Return each entry below word for word, leaving out any image.

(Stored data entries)
-- Opening Marker --

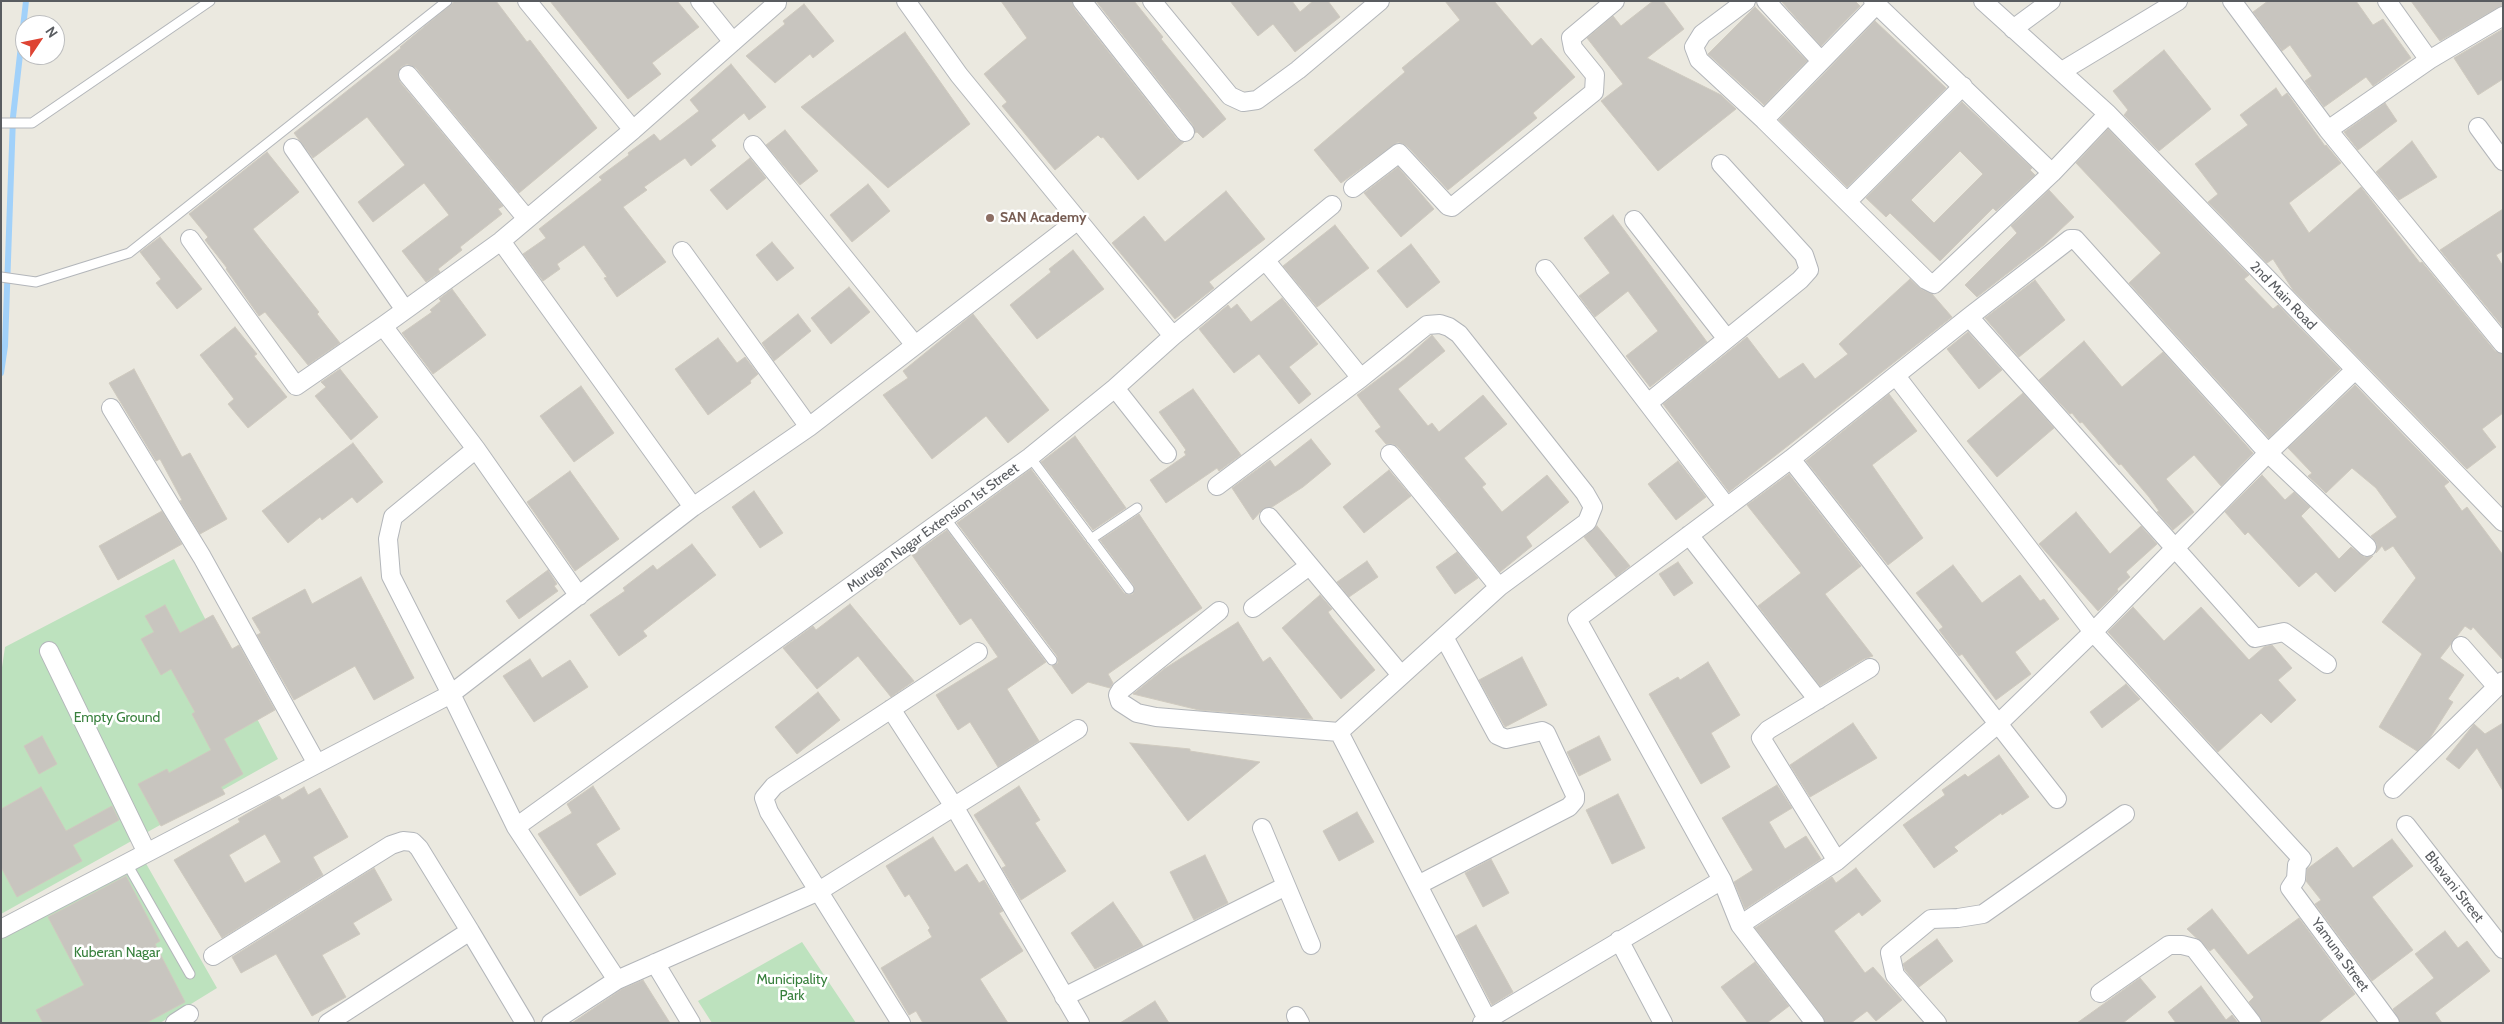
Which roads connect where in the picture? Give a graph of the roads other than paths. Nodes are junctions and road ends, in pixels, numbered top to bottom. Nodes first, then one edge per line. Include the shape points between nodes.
1 (210, 1) edge
2 (447, 1) edge
3 (527, 1) edge
4 (700, 1) edge
5 (906, 1) edge
6 (1082, 1) edge
7 (1152, 1) edge
8 (1380, 1) edge
9 (1614, 1) edge
10 (1746, 1) edge
11 (1766, 1) edge
12 (1983, 1) edge
13 (2051, 1) edge
14 (2178, 1) edge
15 (2232, 1) edge
16 (2387, 1) edge
17 (778, 3) dead end
18 (1874, 3) edge
19 (2031, 7) edge
20 (2503, 16) edge
21 (2013, 29) junction
22 (733, 42) junction
23 (2429, 60) junction
24 (1821, 61) junction
25 (2062, 71) junction
26 (408, 75) dead end
27 (1962, 86) junction
28 (2108, 114) junction
29 (1764, 120) junction
30 (2, 124) edge
31 (2478, 128) dead end
32 (633, 130) junction
33 (2328, 130) junction
34 (1185, 132) dead end
35 (753, 145) dead end
36 (293, 148) dead end
37 (2503, 161) edge
38 (1721, 164) dead end
39 (2052, 173) junction
40 (1352, 188) dead end
41 (1847, 202) junction
42 (1332, 205) dead end
43 (527, 219) junction
44 (1078, 220) junction
45 (1634, 220) dead end
46 (190, 239) dead end
47 (501, 241) junction
48 (682, 250) dead end
49 (1265, 260) junction
50 (1545, 269) dead end
51 (1, 277) edge
52 (405, 310) junction
53 (1969, 317) junction
54 (383, 326) junction
55 (1173, 336) junction
56 (1727, 339) junction
57 (2503, 344) edge
58 (915, 345) junction
59 (2355, 370) junction
60 (1896, 376) junction
61 (1361, 378) junction
62 (1115, 388) junction
63 (1648, 403) junction
64 (110, 408) dead end
65 (809, 427) junction
66 (476, 448) junction
67 (2268, 452) junction
68 (1167, 454) dead end
69 (1390, 454) dead end
70 (1030, 457) junction
71 (1791, 460) junction
72 (1217, 486) dead end
73 (693, 507) junction
74 (1727, 507) junction
75 (1138, 508) dead end
76 (1269, 517) dead end
77 (946, 518) junction
78 (2503, 522) edge
79 (1688, 535) junction
80 (1092, 538) junction
81 (2175, 546) junction
82 (2367, 547) dead end
83 (1309, 566) junction
84 (1499, 587) junction
85 (1129, 589) dead end
86 (579, 596) junction
87 (1253, 608) dead end
88 (1219, 612) dead end
89 (2093, 632) junction
90 (1444, 637) junction
91 (2461, 646) dead end
92 (49, 651) dead end
93 (978, 652) dead end
94 (1052, 660) dead end
95 (2327, 664) dead end
96 (1870, 668) dead end
97 (1401, 675) junction
98 (2500, 684) edge
99 (452, 694) junction
100 (1818, 700) junction
101 (891, 710) junction
102 (1998, 723) junction
103 (1078, 729) dead end
104 (1339, 732) junction
105 (317, 764) junction
106 (2393, 789) dead end
107 (2057, 799) dead end
108 (954, 808) junction
109 (2125, 814) dead end
110 (2406, 825) dead end
111 (516, 827) junction
112 (1262, 828) dead end
113 (146, 851) junction
114 (1837, 861) junction
115 (126, 862) junction
116 (1722, 880) junction
117 (1286, 886) junction
118 (1418, 886) junction
119 (819, 891) junction
120 (1740, 925) junction
121 (1, 929) edge
122 (470, 931) junction
123 (1619, 940) junction
124 (1311, 945) dead end
125 (2503, 949) edge
126 (213, 956) dead end
127 (655, 963) junction
128 (190, 974) dead end
129 (616, 980) junction
130 (2100, 993) dead end
131 (1064, 997) junction
132 (1484, 1021) edge
133 (328, 1023) edge
134 (525, 1023) edge
135 (551, 1023) edge
136 (691, 1023) edge
137 (901, 1023) edge
138 (1080, 1023) edge
139 (1663, 1023) edge
140 (1815, 1023) edge
141 (1937, 1023) edge
142 (2252, 1023) edge
143 (2390, 1023) edge

1 - 30 lane via 32,123
2 - 51 lane via 129,253 36,282
3 - 32 street
4 - 22 street
5 - 44 street via 959,76
6 - 34 street
7 - 8 street via 1230,96 1243,102 1257,100 1298,70
9 - 40 street via 1571,38 1573,48 1595,75 1594,92 1452,206 1448,206 1399,152
10 - 29 street via 1702,34 1694,48 1698,60
11 - 24 street
12 - 21 street, 2nd Main Road
13 - 19 street
14 - 25 street
15 - 33 street
16 - 23 street
17 - 22 street
18 - 24 street
18 - 27 street
19 - 21 street
20 - 23 street
21 - 25 street, 2nd Main Road
22 - 32 street
23 - 33 street
24 - 29 street
25 - 28 street, 2nd Main Road
26 - 43 street
27 - 39 street
27 - 41 street
28 - 39 street
28 - 59 street, 2nd Main Road
29 - 41 street
31 - 37 street
32 - 43 street
33 - 57 street
35 - 58 street
36 - 52 street
38 - 56 street via 1804,255 1809,270
39 - 41 street via 1934,284 1926,280
42 - 49 street, Murugan Nagar Extension 1st Street
43 - 47 street
44 - 55 street
44 - 58 street
45 - 56 street
46 - 54 street via 296,386
47 - 52 street
47 - 73 street
48 - 65 street
49 - 55 street, Murugan Nagar Extension 1st Street
49 - 61 street
50 - 63 street
52 - 54 street
53 - 60 street
53 - 67 street via 2070,239 2075,239
53 - 81 street
54 - 66 street
55 - 62 street, Murugan Nagar Extension 1st Street
56 - 63 street
58 - 65 street
59 - 67 street
59 - 78 street, 2nd Main Road
60 - 71 street
60 - 89 street
61 - 72 street
61 - 84 street via 1427,325 1449,327 1459,334 1584,493 1592,507 1587,522
62 - 68 street
62 - 70 street, Murugan Nagar Extension 1st Street
63 - 74 street
64 - 105 street via 202,557
65 - 73 street
66 - 86 street
66 - 99 street via 393,517 388,539 391,576
67 - 81 street
67 - 82 street
69 - 84 street
70 - 77 street, Murugan Nagar Extension 1st Street
70 - 80 lane
71 - 74 street
71 - 102 street
73 - 86 street
74 - 79 street
75 - 80 lane
76 - 83 street
77 - 94 lane
77 - 111 street, Murugan Nagar Extension 1st Street
79 - 100 street
79 - 116 street via 1577,619
80 - 85 lane
81 - 89 street
81 - 95 street via 2255,638 2284,632
83 - 87 street
83 - 97 street
84 - 90 street
86 - 99 street
88 - 104 street via 1121,690 1118,695 1120,702 1137,713 1156,717
89 - 102 street
89 - 143 street, Yamuna Street via 2302,859 2290,888
90 - 97 street
90 - 118 street via 1497,735 1506,739 1546,732 1575,800 1569,807
91 - 98 street
92 - 113 street
93 - 101 street
96 - 100 street
97 - 104 street
98 - 106 street
99 - 105 street
99 - 111 street
100 - 114 street via 1768,730 1762,738
101 - 108 street
101 - 119 street via 774,786 764,798 768,812
102 - 107 street
102 - 114 street
103 - 108 street
104 - 118 street
105 - 113 street
108 - 119 street
108 - 131 street
109 - 141 street via 1983,914 1932,919 1890,953 1895,975
110 - 125 street, Bhavani Street
111 - 129 street
112 - 117 street
113 - 115 street
114 - 120 street
115 - 121 street
115 - 128 lane
116 - 120 street
116 - 123 street
117 - 124 street
117 - 131 street
118 - 132 street
119 - 127 street
119 - 137 street
120 - 140 street
122 - 126 street via 419,848 413,842 403,841 391,845
122 - 133 street
122 - 134 street
123 - 132 street
123 - 139 street
127 - 129 street
127 - 136 street
129 - 135 street
130 - 142 street via 2169,946 2182,945 2194,948
131 - 138 street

-- Closing Marker --

Result –
Which roads connect where in the picture? Give a graph of the roads other than paths. Nodes are junctions and road ends, in pixels, numbered top to bottom. Nodes first, then one edge per line. Include the shape points between nodes.
1 (210, 1) edge
2 (447, 1) edge
3 (527, 1) edge
4 (700, 1) edge
5 (906, 1) edge
6 (1082, 1) edge
7 (1152, 1) edge
8 (1380, 1) edge
9 (1614, 1) edge
10 (1746, 1) edge
11 (1766, 1) edge
12 (1983, 1) edge
13 (2051, 1) edge
14 (2178, 1) edge
15 (2232, 1) edge
16 (2387, 1) edge
17 (778, 3) dead end
18 (1874, 3) edge
19 (2031, 7) edge
20 (2503, 16) edge
21 (2013, 29) junction
22 (733, 42) junction
23 (2429, 60) junction
24 (1821, 61) junction
25 (2062, 71) junction
26 (408, 75) dead end
27 (1962, 86) junction
28 (2108, 114) junction
29 (1764, 120) junction
30 (2, 124) edge
31 (2478, 128) dead end
32 (633, 130) junction
33 (2328, 130) junction
34 (1185, 132) dead end
35 (753, 145) dead end
36 (293, 148) dead end
37 (2503, 161) edge
38 (1721, 164) dead end
39 (2052, 173) junction
40 (1352, 188) dead end
41 (1847, 202) junction
42 (1332, 205) dead end
43 (527, 219) junction
44 (1078, 220) junction
45 (1634, 220) dead end
46 (190, 239) dead end
47 (501, 241) junction
48 (682, 250) dead end
49 (1265, 260) junction
50 (1545, 269) dead end
51 (1, 277) edge
52 (405, 310) junction
53 (1969, 317) junction
54 (383, 326) junction
55 (1173, 336) junction
56 (1727, 339) junction
57 (2503, 344) edge
58 (915, 345) junction
59 (2355, 370) junction
60 (1896, 376) junction
61 (1361, 378) junction
62 (1115, 388) junction
63 (1648, 403) junction
64 (110, 408) dead end
65 (809, 427) junction
66 (476, 448) junction
67 (2268, 452) junction
68 (1167, 454) dead end
69 (1390, 454) dead end
70 (1030, 457) junction
71 (1791, 460) junction
72 (1217, 486) dead end
73 (693, 507) junction
74 (1727, 507) junction
75 (1138, 508) dead end
76 (1269, 517) dead end
77 (946, 518) junction
78 (2503, 522) edge
79 (1688, 535) junction
80 (1092, 538) junction
81 (2175, 546) junction
82 (2367, 547) dead end
83 (1309, 566) junction
84 (1499, 587) junction
85 (1129, 589) dead end
86 (579, 596) junction
87 (1253, 608) dead end
88 (1219, 612) dead end
89 (2093, 632) junction
90 (1444, 637) junction
91 (2461, 646) dead end
92 (49, 651) dead end
93 (978, 652) dead end
94 (1052, 660) dead end
95 (2327, 664) dead end
96 (1870, 668) dead end
97 (1401, 675) junction
98 (2500, 684) edge
99 (452, 694) junction
100 (1818, 700) junction
101 (891, 710) junction
102 (1998, 723) junction
103 (1078, 729) dead end
104 (1339, 732) junction
105 (317, 764) junction
106 (2393, 789) dead end
107 (2057, 799) dead end
108 (954, 808) junction
109 (2125, 814) dead end
110 (2406, 825) dead end
111 (516, 827) junction
112 (1262, 828) dead end
113 (146, 851) junction
114 (1837, 861) junction
115 (126, 862) junction
116 (1722, 880) junction
117 (1286, 886) junction
118 (1418, 886) junction
119 (819, 891) junction
120 (1740, 925) junction
121 (1, 929) edge
122 (470, 931) junction
123 (1619, 940) junction
124 (1311, 945) dead end
125 (2503, 949) edge
126 (213, 956) dead end
127 (655, 963) junction
128 (190, 974) dead end
129 (616, 980) junction
130 (2100, 993) dead end
131 (1064, 997) junction
132 (1484, 1021) edge
133 (328, 1023) edge
134 (525, 1023) edge
135 (551, 1023) edge
136 (691, 1023) edge
137 (901, 1023) edge
138 (1080, 1023) edge
139 (1663, 1023) edge
140 (1815, 1023) edge
141 (1937, 1023) edge
142 (2252, 1023) edge
143 (2390, 1023) edge

1 - 30 lane via 32,123
2 - 51 lane via 129,253 36,282
3 - 32 street
4 - 22 street
5 - 44 street via 959,76
6 - 34 street
7 - 8 street via 1230,96 1243,102 1257,100 1298,70
9 - 40 street via 1571,38 1573,48 1595,75 1594,92 1452,206 1448,206 1399,152
10 - 29 street via 1702,34 1694,48 1698,60
11 - 24 street
12 - 21 street, 2nd Main Road
13 - 19 street
14 - 25 street
15 - 33 street
16 - 23 street
17 - 22 street
18 - 24 street
18 - 27 street
19 - 21 street
20 - 23 street
21 - 25 street, 2nd Main Road
22 - 32 street
23 - 33 street
24 - 29 street
25 - 28 street, 2nd Main Road
26 - 43 street
27 - 39 street
27 - 41 street
28 - 39 street
28 - 59 street, 2nd Main Road
29 - 41 street
31 - 37 street
32 - 43 street
33 - 57 street
35 - 58 street
36 - 52 street
38 - 56 street via 1804,255 1809,270
39 - 41 street via 1934,284 1926,280
42 - 49 street, Murugan Nagar Extension 1st Street
43 - 47 street
44 - 55 street
44 - 58 street
45 - 56 street
46 - 54 street via 296,386
47 - 52 street
47 - 73 street
48 - 65 street
49 - 55 street, Murugan Nagar Extension 1st Street
49 - 61 street
50 - 63 street
52 - 54 street
53 - 60 street
53 - 67 street via 2070,239 2075,239
53 - 81 street
54 - 66 street
55 - 62 street, Murugan Nagar Extension 1st Street
56 - 63 street
58 - 65 street
59 - 67 street
59 - 78 street, 2nd Main Road
60 - 71 street
60 - 89 street
61 - 72 street
61 - 84 street via 1427,325 1449,327 1459,334 1584,493 1592,507 1587,522
62 - 68 street
62 - 70 street, Murugan Nagar Extension 1st Street
63 - 74 street
64 - 105 street via 202,557
65 - 73 street
66 - 86 street
66 - 99 street via 393,517 388,539 391,576
67 - 81 street
67 - 82 street
69 - 84 street
70 - 77 street, Murugan Nagar Extension 1st Street
70 - 80 lane
71 - 74 street
71 - 102 street
73 - 86 street
74 - 79 street
75 - 80 lane
76 - 83 street
77 - 94 lane
77 - 111 street, Murugan Nagar Extension 1st Street
79 - 100 street
79 - 116 street via 1577,619
80 - 85 lane
81 - 89 street
81 - 95 street via 2255,638 2284,632
83 - 87 street
83 - 97 street
84 - 90 street
86 - 99 street
88 - 104 street via 1121,690 1118,695 1120,702 1137,713 1156,717
89 - 102 street
89 - 143 street, Yamuna Street via 2302,859 2290,888
90 - 97 street
90 - 118 street via 1497,735 1506,739 1546,732 1575,800 1569,807
91 - 98 street
92 - 113 street
93 - 101 street
96 - 100 street
97 - 104 street
98 - 106 street
99 - 105 street
99 - 111 street
100 - 114 street via 1768,730 1762,738
101 - 108 street
101 - 119 street via 774,786 764,798 768,812
102 - 107 street
102 - 114 street
103 - 108 street
104 - 118 street
105 - 113 street
108 - 119 street
108 - 131 street
109 - 141 street via 1983,914 1932,919 1890,953 1895,975
110 - 125 street, Bhavani Street
111 - 129 street
112 - 117 street
113 - 115 street
114 - 120 street
115 - 121 street
115 - 128 lane
116 - 120 street
116 - 123 street
117 - 124 street
117 - 131 street
118 - 132 street
119 - 127 street
119 - 137 street
120 - 140 street
122 - 126 street via 419,848 413,842 403,841 391,845
122 - 133 street
122 - 134 street
123 - 132 street
123 - 139 street
127 - 129 street
127 - 136 street
129 - 135 street
130 - 142 street via 2169,946 2182,945 2194,948
131 - 138 street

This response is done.